** Material for this exercise **
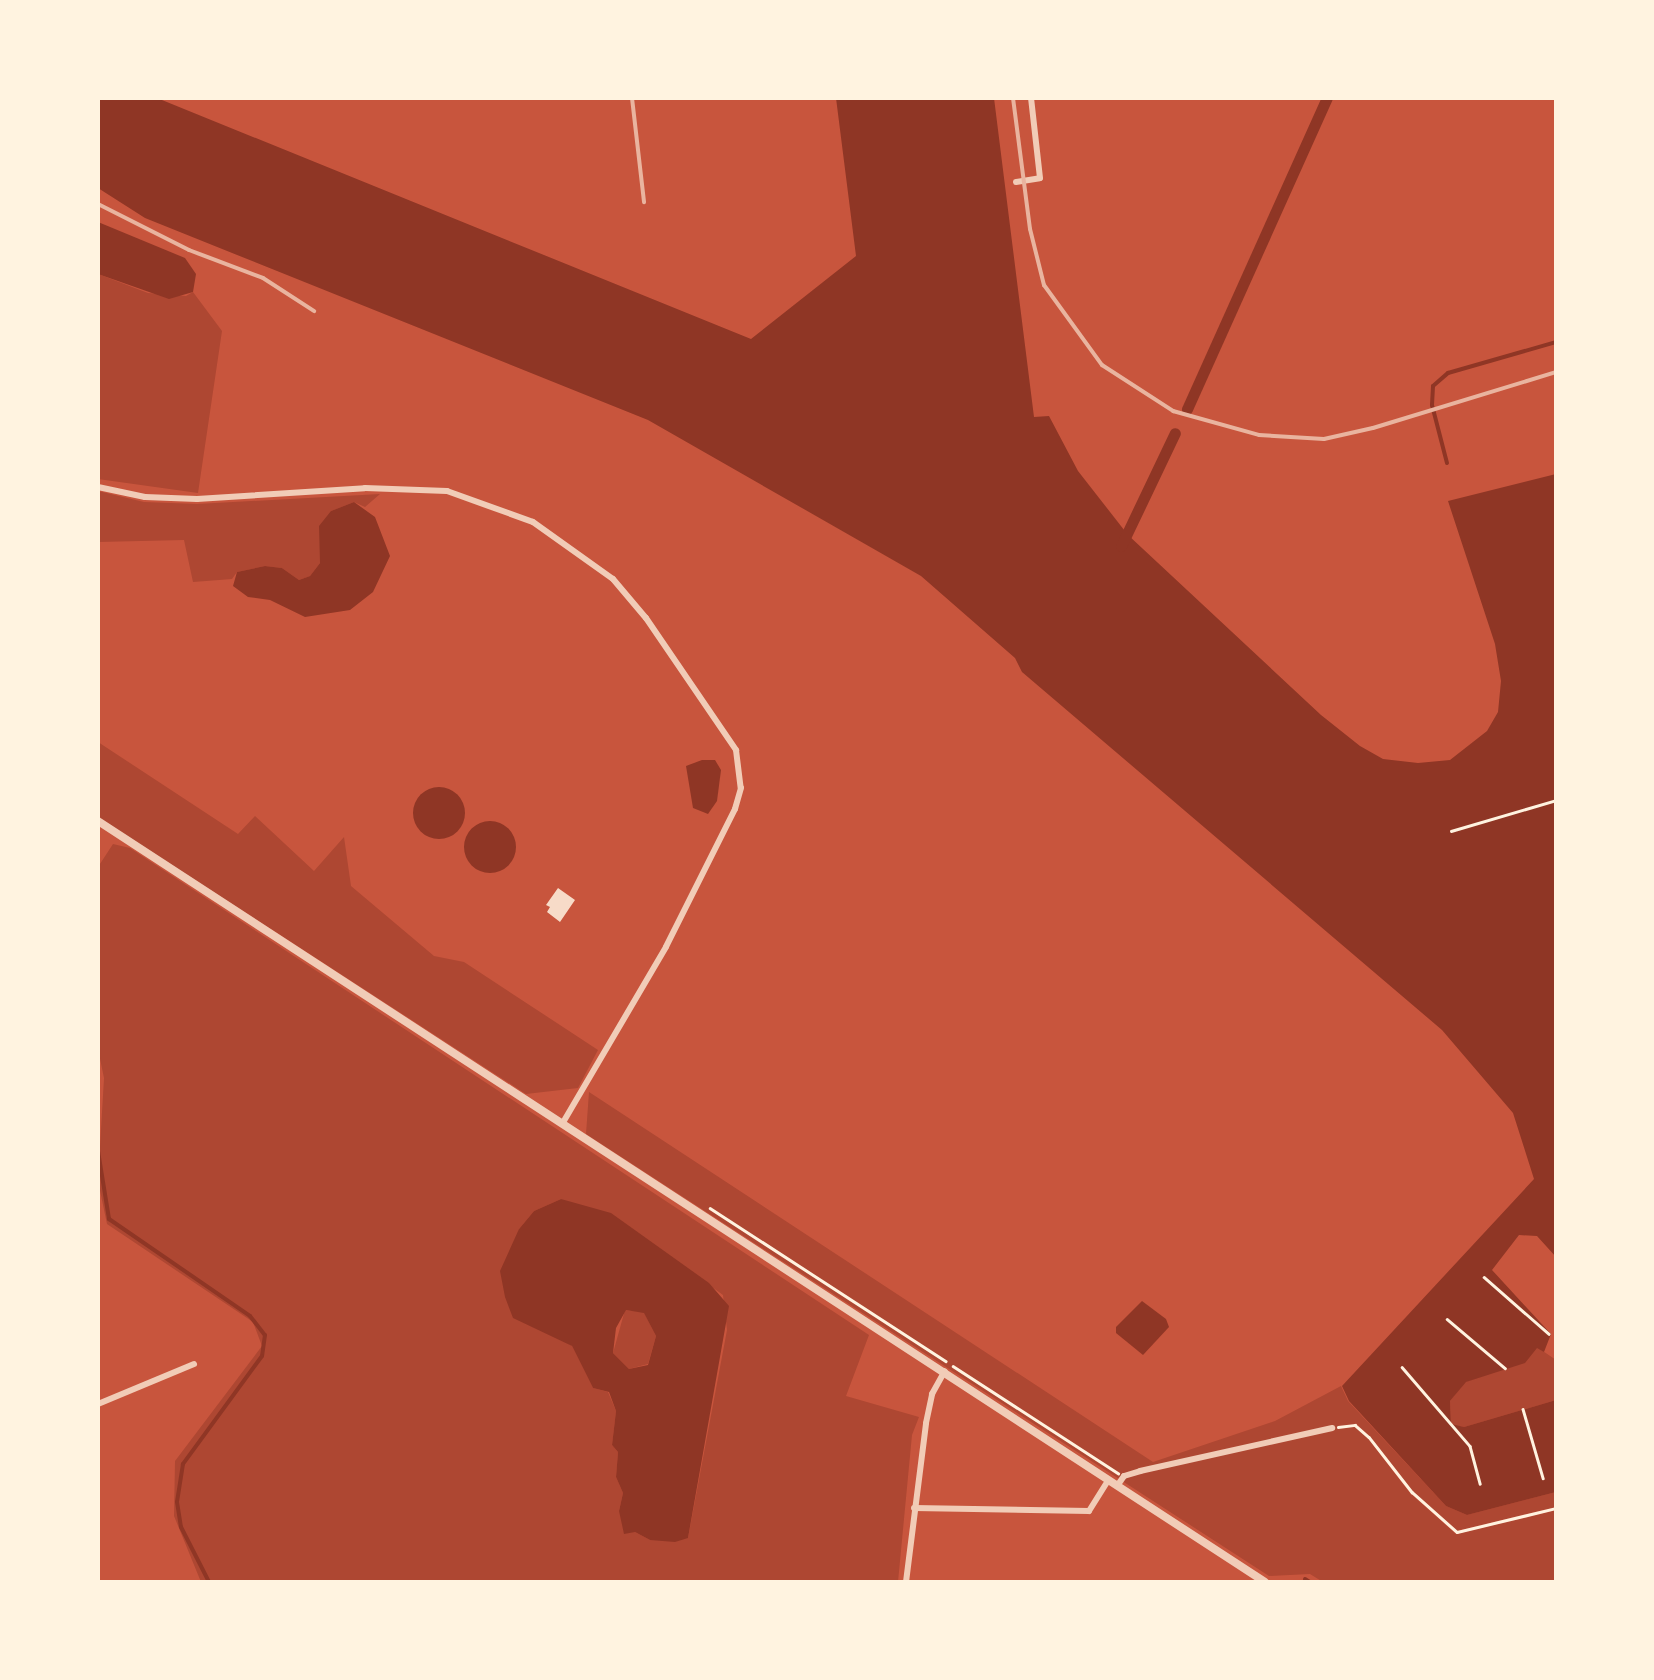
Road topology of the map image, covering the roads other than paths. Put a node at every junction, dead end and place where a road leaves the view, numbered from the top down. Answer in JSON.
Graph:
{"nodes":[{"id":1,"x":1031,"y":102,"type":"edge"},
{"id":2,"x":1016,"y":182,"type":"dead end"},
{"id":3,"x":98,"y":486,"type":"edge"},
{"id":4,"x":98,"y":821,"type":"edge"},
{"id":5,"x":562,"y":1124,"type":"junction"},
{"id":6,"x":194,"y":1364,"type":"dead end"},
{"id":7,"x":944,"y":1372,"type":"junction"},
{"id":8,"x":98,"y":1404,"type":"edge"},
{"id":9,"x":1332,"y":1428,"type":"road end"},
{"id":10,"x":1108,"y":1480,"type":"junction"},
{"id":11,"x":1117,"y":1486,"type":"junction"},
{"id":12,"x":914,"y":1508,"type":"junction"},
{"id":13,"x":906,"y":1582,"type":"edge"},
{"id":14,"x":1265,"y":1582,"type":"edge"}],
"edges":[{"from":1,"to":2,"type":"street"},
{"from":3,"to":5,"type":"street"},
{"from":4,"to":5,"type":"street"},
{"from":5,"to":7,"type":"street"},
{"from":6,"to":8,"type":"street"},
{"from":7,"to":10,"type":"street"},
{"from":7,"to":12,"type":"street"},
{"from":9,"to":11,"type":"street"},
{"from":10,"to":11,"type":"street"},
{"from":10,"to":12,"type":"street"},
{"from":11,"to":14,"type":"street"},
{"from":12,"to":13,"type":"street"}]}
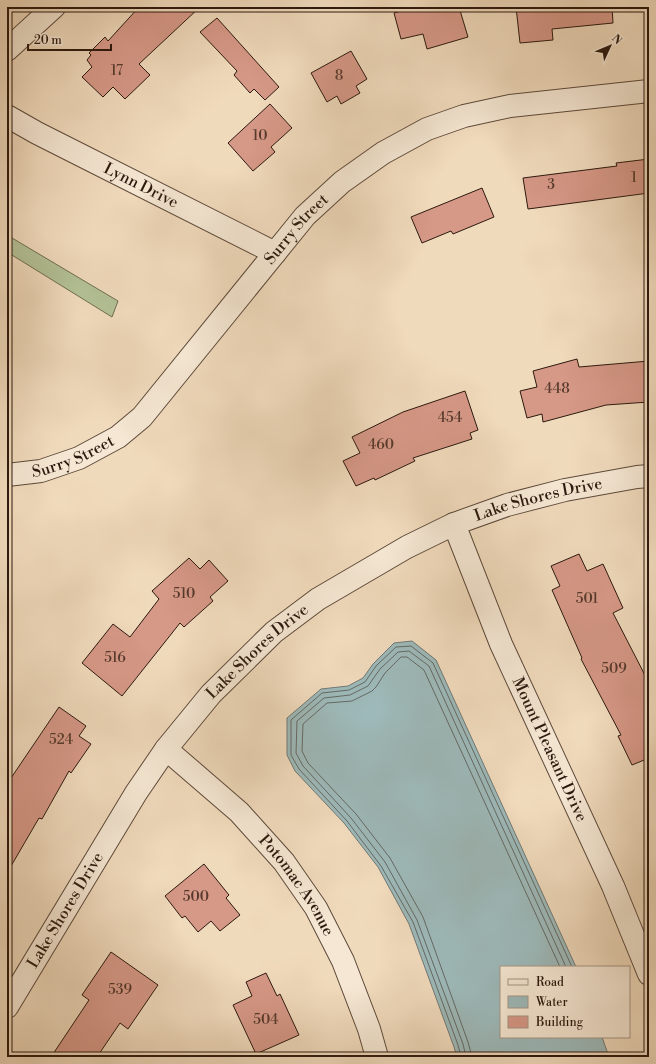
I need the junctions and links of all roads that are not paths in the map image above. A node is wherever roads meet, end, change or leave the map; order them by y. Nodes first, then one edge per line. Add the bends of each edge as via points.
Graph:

** Work required **
Take every entry and repeat it verbatim, minus the pictures.

** Written solution **
Road topology of the map image, covering the roads other than paths. Put a node at every junction, dead end and place where a road leaves the view, numbered from the top down. Answer in JSON.
Graph:
{"nodes":[{"id":1,"x":1031,"y":102,"type":"edge"},
{"id":2,"x":1016,"y":182,"type":"dead end"},
{"id":3,"x":98,"y":486,"type":"edge"},
{"id":4,"x":98,"y":821,"type":"edge"},
{"id":5,"x":562,"y":1124,"type":"junction"},
{"id":6,"x":194,"y":1364,"type":"dead end"},
{"id":7,"x":944,"y":1372,"type":"junction"},
{"id":8,"x":98,"y":1404,"type":"edge"},
{"id":9,"x":1332,"y":1428,"type":"road end"},
{"id":10,"x":1108,"y":1480,"type":"junction"},
{"id":11,"x":1117,"y":1486,"type":"junction"},
{"id":12,"x":914,"y":1508,"type":"junction"},
{"id":13,"x":906,"y":1582,"type":"edge"},
{"id":14,"x":1265,"y":1582,"type":"edge"}],
"edges":[{"from":1,"to":2,"type":"street"},
{"from":3,"to":5,"type":"street"},
{"from":4,"to":5,"type":"street"},
{"from":5,"to":7,"type":"street"},
{"from":6,"to":8,"type":"street"},
{"from":7,"to":10,"type":"street"},
{"from":7,"to":12,"type":"street"},
{"from":9,"to":11,"type":"street"},
{"from":10,"to":11,"type":"street"},
{"from":10,"to":12,"type":"street"},
{"from":11,"to":14,"type":"street"},
{"from":12,"to":13,"type":"street"}]}
I need the junctions and links of all roads that are not paths in the map image above. A node is wherever roads meet, end, change or leave the map; order them by y. Nodes first, then one edge per line. Add the bends of each edge as via points.
Graph:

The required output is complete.